For Ionescu, photography represented a means of getting to know people and their surroundings. Most of his photos capture urban scenes, the architecture of the era and people of various social backgrounds. During his life he traveled extensively and acquired more than 7,000 photographic negatives, since his biggest dream was founding a photography museum—a dream which unfortunately never came true. He was regarded as an undesirable person by both the ultra-nationalistic and anti-semitic ruling party of the ’30s as well as the communists, afterwards, leaving him in the uncomfortable position of selling many of his photos in order to barely survive, and thus unable to fulfil his dream. His work, though, remains a testament to the interwar period, Bucharest in particular, being able to capture not just the glam and glitz of the city, but also life in the slums and the hardships of its inhabitants.
Iosif Berman (1892 – 1941)
Born in Burdujeni, in the North of Romania, Berman is considered the best photographer of interwar Romania. His father, a volunteer in the War of Independence (1877-1878), was decorated and exceptionally granted Romanian citizenship, which was denied to Jews in those years. The young Iosif, passionate about photography, moved to Bucharest at 18 and for the next 15 years he worked relentlessly for the most important national publications of the time, as well as collaborating with prestigious international publications, such as Associated Press, New York Times or National Geographic, and was also the official photographer of the Royal Family.
During the right-wing governments and the adoption of anti-Jewish legislation in 1940—despite changing his name to I.B. Urseanu, to sound more Romanian—Berman’s studio and laboratory were closed, and equipment, materials, and photographs were confiscated. In response, he opened a modest photo studio, from which he sent photographic material to the New York Times and several other international magazines. He was soon denied this last chance to earn a living, his laboratory being dismantled and his equipment destroyed. Since photography was his passion, not being able to practice it hastened his end. Iosif Berman died in 1941, and one last check from The New York Times allowed the family to arrange proper funerals for him.
A moving documentary about the life and work of Iosif Berman, The Man With Thousand Eyes (2001), directed by Alexandru Solomon, can be watched online.
Willy Pragher (1908 – 1992)
Born in Berlin, in 1908, Pragher was the son of a Romanian-born father and a German mother. He grew up mostly in Bucharest and started taking photos at a very early age, having managed to publish his first photo collection by the age of 16. As a young man, he worked as a self-employed photojournalist in Berlin, but starting with 1939 he began working as a photographer and designer for a Romanian oil company. Between 1945-1949 Pragher was deported to Siberia, and once he got out of the camp he lived in Freiburg im Breisgau, Germany, until 1992, the year of his death.
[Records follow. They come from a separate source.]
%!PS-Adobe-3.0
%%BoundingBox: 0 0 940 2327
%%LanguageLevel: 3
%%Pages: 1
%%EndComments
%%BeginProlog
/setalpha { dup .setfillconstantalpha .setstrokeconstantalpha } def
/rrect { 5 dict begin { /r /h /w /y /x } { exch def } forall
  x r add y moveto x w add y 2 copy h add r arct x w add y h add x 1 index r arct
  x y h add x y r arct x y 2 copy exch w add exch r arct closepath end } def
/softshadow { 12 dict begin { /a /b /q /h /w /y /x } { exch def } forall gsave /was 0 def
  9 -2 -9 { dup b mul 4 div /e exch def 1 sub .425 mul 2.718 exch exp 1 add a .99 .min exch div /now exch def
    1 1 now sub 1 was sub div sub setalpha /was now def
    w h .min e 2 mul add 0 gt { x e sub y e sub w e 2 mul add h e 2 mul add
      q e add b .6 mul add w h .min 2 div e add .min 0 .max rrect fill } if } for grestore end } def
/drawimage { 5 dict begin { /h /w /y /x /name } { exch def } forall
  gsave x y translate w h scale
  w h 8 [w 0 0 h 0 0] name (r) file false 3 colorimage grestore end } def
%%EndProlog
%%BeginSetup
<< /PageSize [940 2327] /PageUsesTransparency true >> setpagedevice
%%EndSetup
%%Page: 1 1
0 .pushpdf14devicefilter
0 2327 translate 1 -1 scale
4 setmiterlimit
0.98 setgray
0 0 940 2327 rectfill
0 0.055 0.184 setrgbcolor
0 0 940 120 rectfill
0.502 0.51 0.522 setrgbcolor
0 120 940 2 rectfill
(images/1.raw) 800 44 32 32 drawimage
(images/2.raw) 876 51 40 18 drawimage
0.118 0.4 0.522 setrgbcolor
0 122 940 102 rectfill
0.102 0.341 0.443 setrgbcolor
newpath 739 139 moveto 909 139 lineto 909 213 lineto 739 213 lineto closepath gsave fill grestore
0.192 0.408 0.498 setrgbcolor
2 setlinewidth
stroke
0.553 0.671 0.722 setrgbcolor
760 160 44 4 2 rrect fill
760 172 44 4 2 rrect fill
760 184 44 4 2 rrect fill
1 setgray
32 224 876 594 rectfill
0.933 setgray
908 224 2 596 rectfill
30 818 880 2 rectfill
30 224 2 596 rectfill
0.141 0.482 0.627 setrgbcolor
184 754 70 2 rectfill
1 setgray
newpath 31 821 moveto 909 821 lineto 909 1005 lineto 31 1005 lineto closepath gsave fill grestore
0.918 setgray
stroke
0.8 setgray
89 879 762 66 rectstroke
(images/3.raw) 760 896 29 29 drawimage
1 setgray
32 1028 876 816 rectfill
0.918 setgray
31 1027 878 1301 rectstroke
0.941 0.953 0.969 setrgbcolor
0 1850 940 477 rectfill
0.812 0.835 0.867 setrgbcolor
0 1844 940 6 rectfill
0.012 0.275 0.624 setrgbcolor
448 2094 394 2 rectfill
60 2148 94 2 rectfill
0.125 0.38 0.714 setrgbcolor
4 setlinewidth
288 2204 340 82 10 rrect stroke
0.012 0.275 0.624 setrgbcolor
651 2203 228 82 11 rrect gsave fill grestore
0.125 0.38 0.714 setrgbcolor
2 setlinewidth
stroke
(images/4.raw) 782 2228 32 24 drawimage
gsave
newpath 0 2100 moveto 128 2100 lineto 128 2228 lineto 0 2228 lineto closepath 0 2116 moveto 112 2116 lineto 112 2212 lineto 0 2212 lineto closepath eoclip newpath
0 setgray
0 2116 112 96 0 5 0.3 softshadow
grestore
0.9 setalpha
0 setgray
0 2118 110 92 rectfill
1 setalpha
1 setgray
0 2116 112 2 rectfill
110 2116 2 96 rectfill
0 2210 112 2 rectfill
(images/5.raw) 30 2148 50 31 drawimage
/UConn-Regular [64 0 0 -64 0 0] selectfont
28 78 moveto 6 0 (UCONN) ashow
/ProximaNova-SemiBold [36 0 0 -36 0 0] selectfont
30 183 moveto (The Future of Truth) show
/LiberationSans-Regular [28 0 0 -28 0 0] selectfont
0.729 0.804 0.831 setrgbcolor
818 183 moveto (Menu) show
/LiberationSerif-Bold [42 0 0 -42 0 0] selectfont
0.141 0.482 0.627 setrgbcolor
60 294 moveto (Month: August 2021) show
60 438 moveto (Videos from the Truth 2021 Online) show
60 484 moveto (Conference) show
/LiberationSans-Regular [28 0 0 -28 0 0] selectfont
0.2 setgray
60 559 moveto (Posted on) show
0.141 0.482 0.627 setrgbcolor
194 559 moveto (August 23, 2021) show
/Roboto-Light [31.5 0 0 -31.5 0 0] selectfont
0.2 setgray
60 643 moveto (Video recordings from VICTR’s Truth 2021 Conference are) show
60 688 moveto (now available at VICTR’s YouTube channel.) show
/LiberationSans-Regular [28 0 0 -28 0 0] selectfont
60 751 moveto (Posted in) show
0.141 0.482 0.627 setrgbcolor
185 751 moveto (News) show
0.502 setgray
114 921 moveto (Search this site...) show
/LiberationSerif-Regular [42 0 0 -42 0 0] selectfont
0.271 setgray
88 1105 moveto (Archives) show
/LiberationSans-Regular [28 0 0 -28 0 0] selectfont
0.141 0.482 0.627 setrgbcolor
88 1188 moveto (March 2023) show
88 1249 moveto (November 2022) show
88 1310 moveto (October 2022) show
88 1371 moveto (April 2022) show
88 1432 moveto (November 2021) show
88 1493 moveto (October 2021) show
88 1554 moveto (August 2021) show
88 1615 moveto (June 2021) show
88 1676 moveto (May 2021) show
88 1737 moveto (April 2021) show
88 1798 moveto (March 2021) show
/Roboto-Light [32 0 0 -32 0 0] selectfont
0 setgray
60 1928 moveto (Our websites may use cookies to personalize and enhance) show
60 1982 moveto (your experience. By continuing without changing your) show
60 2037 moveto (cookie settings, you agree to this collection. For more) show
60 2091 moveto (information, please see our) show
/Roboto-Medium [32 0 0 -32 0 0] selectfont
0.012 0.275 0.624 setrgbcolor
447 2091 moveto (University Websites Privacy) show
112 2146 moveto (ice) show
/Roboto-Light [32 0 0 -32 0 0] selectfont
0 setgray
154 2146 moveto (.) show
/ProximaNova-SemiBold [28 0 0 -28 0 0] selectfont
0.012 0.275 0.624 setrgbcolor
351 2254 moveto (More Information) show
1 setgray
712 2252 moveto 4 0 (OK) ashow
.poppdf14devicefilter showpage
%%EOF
Pragher’s photographic work is extremely vast: he left behind around one million photos. The State Archive in Freiburg is in possession of circa 6,000 negatives, more than 100,000 photos, around 27,000 slides, and hundreds of thousands of negatives on film. Around 13,000 of these photos are taken in Romania and this is believed to be the biggest Romanian photo archive outside the country. Many of these photos are taken in interwar Bucharest, where Pragher lived, and they convey both the difficulties of everyday life, but also the glam side of the era.